# One Book recommendation needed.



## Karoo (Dec 13, 2012)

Hello. I am looking to buy a single book to give me the basics of starting a young horse.
I like Clinton Anderson's style, though am aware of his critics.
I am a rancher familiar with livestock and horses, but have yet to train a horse.
Your suggestions will be appreciated.


----------



## Roman (Jun 13, 2014)

Storey's Guide to Training Horses

Buy CA books. I think he's a great trainer!
_Posted via Mobile Device_


----------



## SueC (Feb 22, 2014)

Tom Roberts, "Horse Control - The Young Horse" and later "The Rider" and "The Bit" in the same series were my primary, highly useful go-to manuals for starting my yearling that was my first own horse (as a kid growing up on a remote farm) and taking her though to successful competitions at a variety of disciplines, and more importantly, a lifetime of mutual enjoyment. I still highly recommend these books, which espouse sensible, kind, thoughtful education of young horses, by a person who used to educate horses and riders for the cavalry, and later, in civilian life, very successfully competed in dressage, jumping, polo, tent-pegging etc, and formed the Dressage Club of South Australia. Nobody who bought these books on my recommendation has not thought very highly of them.


----------



## budley95 (Aug 15, 2014)

If you like CA's style (I have no idea who he is I'm afraid!) then I suppose go with it. But unfortunately no one book will be able to help you as much as a trainer that has experience who can help you when you come across the odd problem a youngster likes to throw at you!


----------



## SueC (Feb 22, 2014)

I actually disagree with that statement, Bud!  If you have a super training manual by a person with decades of experience in training horses and riders in diverse settings writing at the end of their lifetimes (as in the Tom Roberts recommendations above), then that's going to have a great deal more detail, information and tricks up the sleeve than the average trainer. I personally have never found the on-the-ground trainers I came across anywhere near as useful as those manuals I mentioned (and I saw a lot of trainers being unnecessarily rough with animals, and quite unintelligent in the way they proceeded). I think in part that's also because horse people tend to be more specialised in particular areas in our times, whereas in the days when horses were used in cavalry and for transport, there were a lot more "all-rounder" horse people able to accumulate tremendous and diverse experience in a lifetime.

I think these days, trainers/instructors are best value for teaching beginners the basics of riding, and good specialist trainers/instructors for particular specialties. But reading systematic manuals on training (and books on horse behaviour) from a range of experienced people with different approaches and making up your own mind which approach you want to adopt and why is, I think, really valuable for anyone who wants to further their horsemanship and improve their understanding with their horse.

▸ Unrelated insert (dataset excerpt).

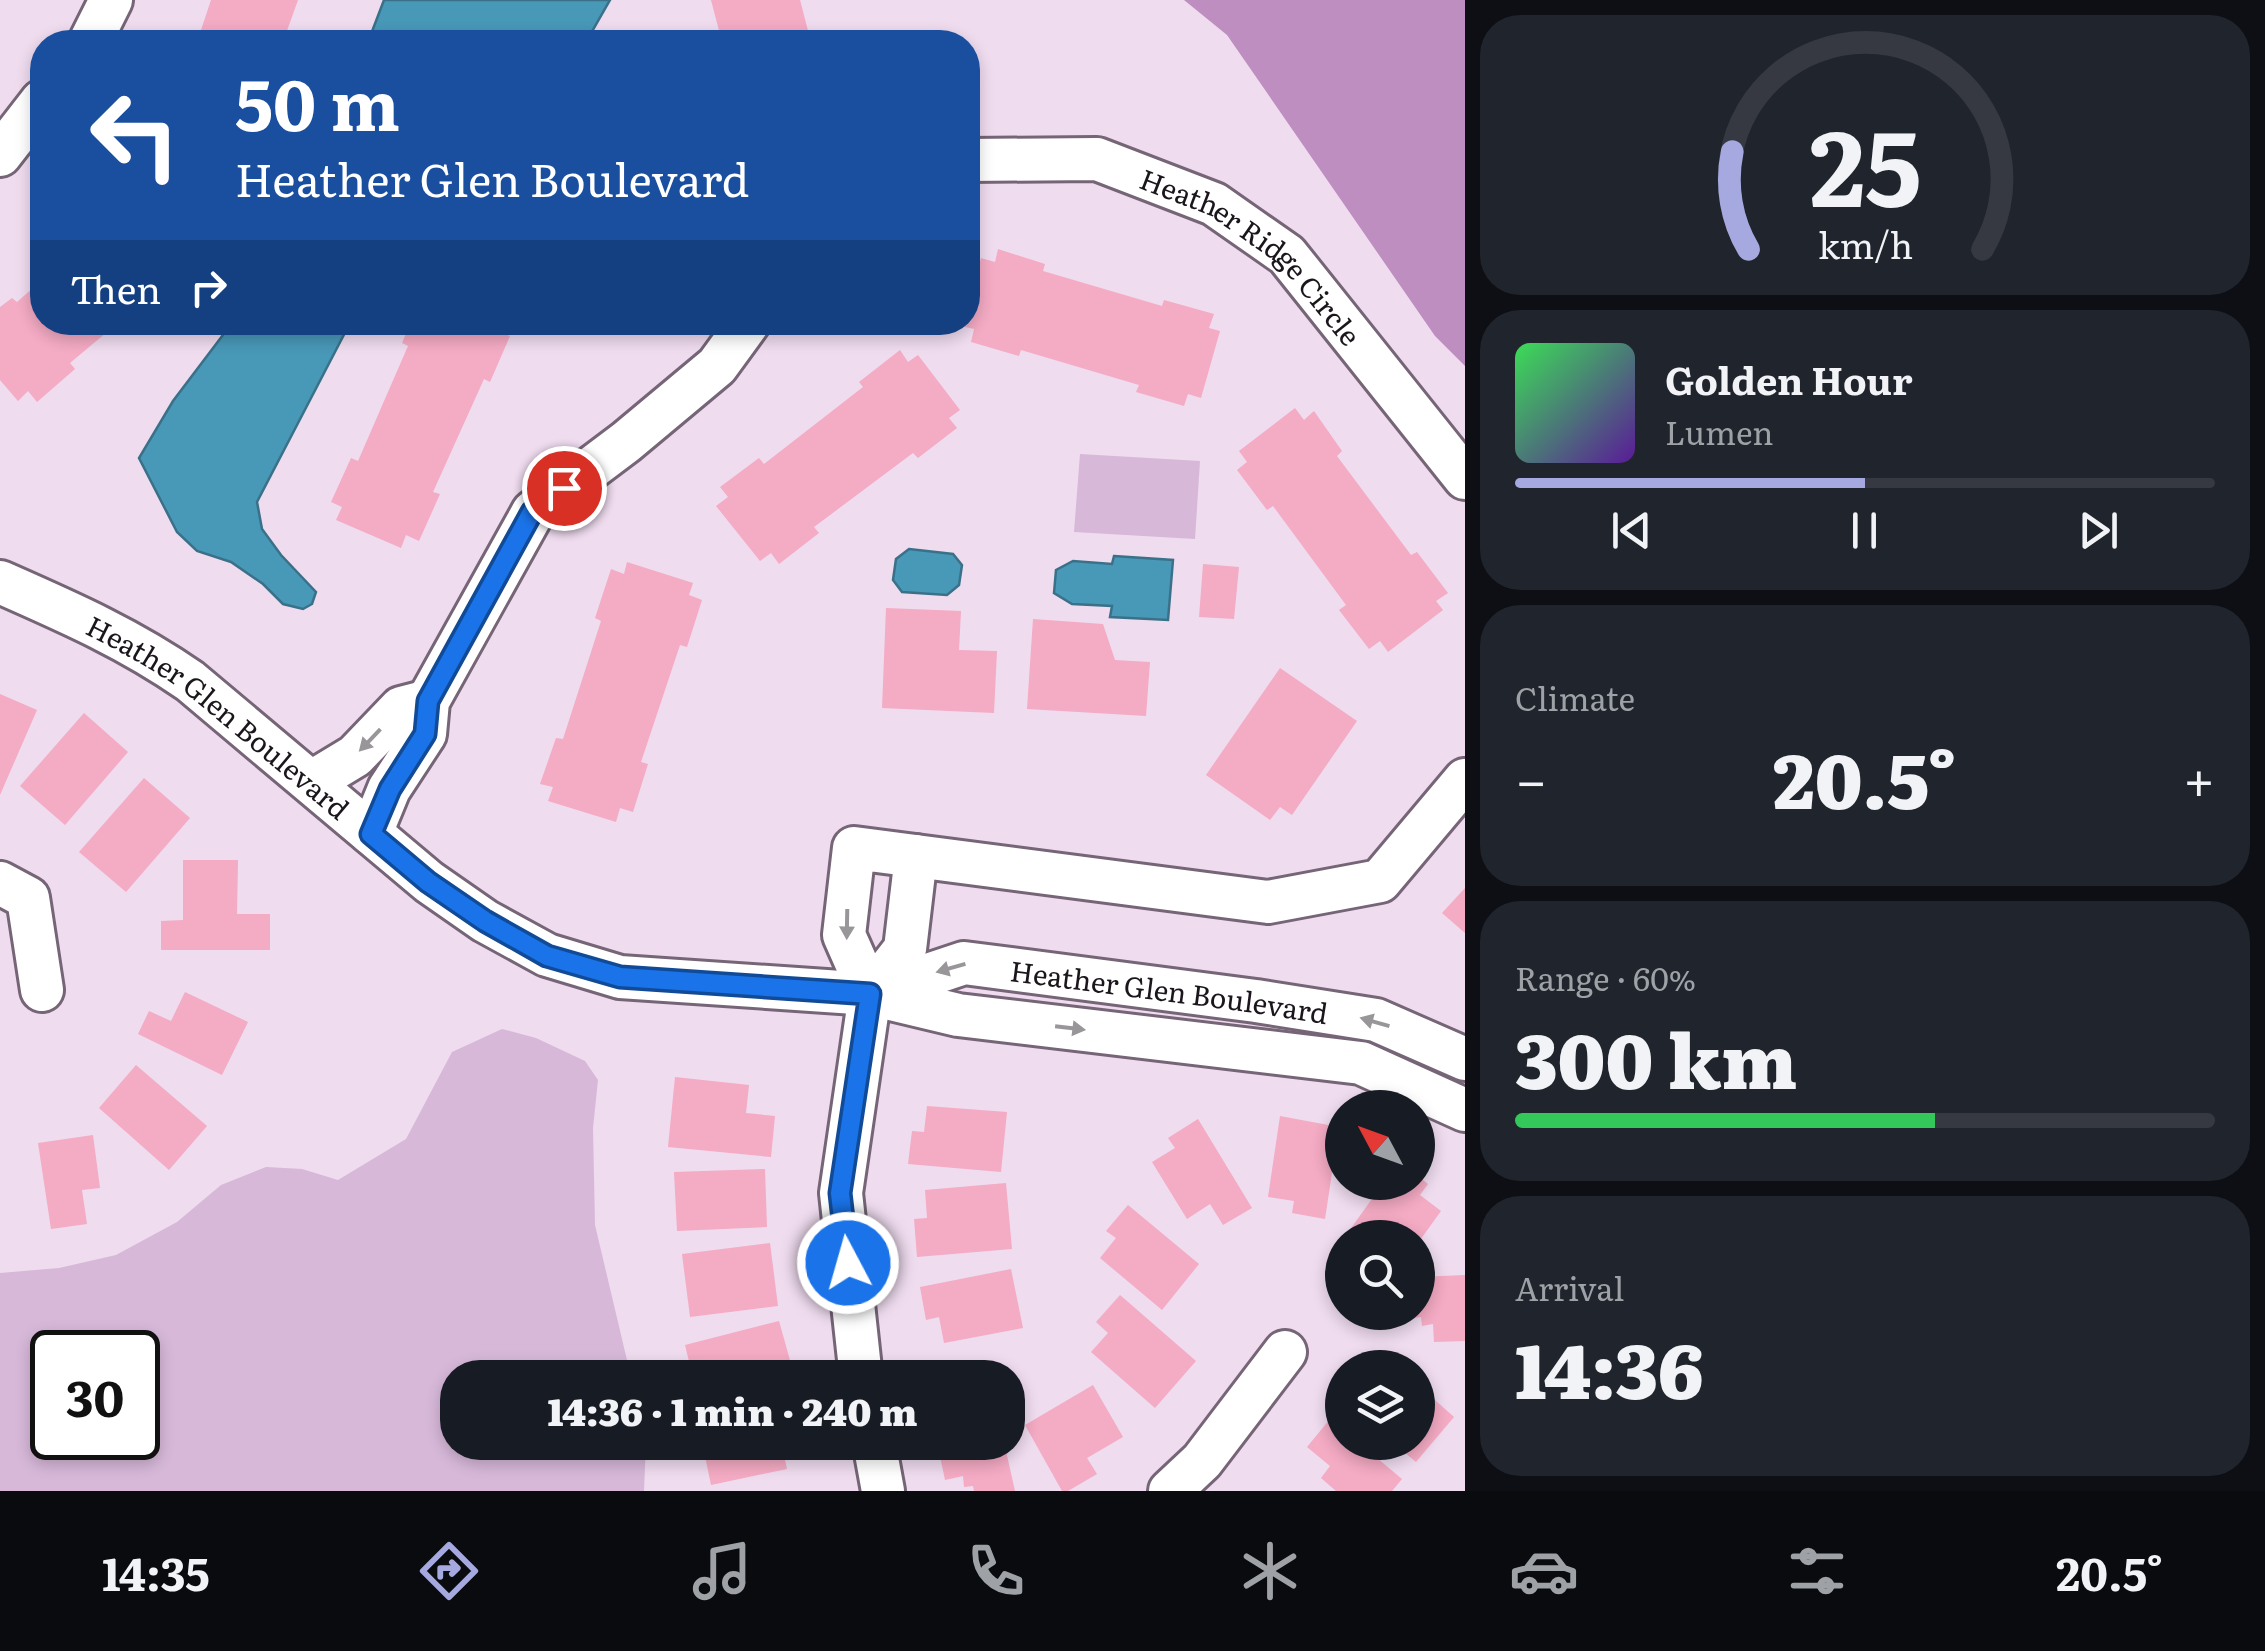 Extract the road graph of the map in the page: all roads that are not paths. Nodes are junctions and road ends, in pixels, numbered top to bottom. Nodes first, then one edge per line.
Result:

I think the problem is that the average trainer/instructor these days is nowhere near the quality as really excellent all-rounders with half a century of experience who have sat down and produced a super systematic manual that's stood the test of time like Tom Roberts has in Australia. While he taught literally thousands of horses and people in person in his lifetime, he also has left a legacy of teaching many more through his books than he could ever have reached in person.

Similar situation to learning to fly: While a licensed practical instructor takes you on flying lessons, the amount of theory in the form of books which has to be swatted up for the examinations is very formidable, and very essential. Add to that the consideration that the average licensed flying instructor is going to be of better quality as a teacher than the average horse trainer/instructor (because of the necessarily tight regulations around flying), and that flying is a more mechanical, predictable process than working with a live animal, means the potential value of good horse wisdom in print becomes very clear!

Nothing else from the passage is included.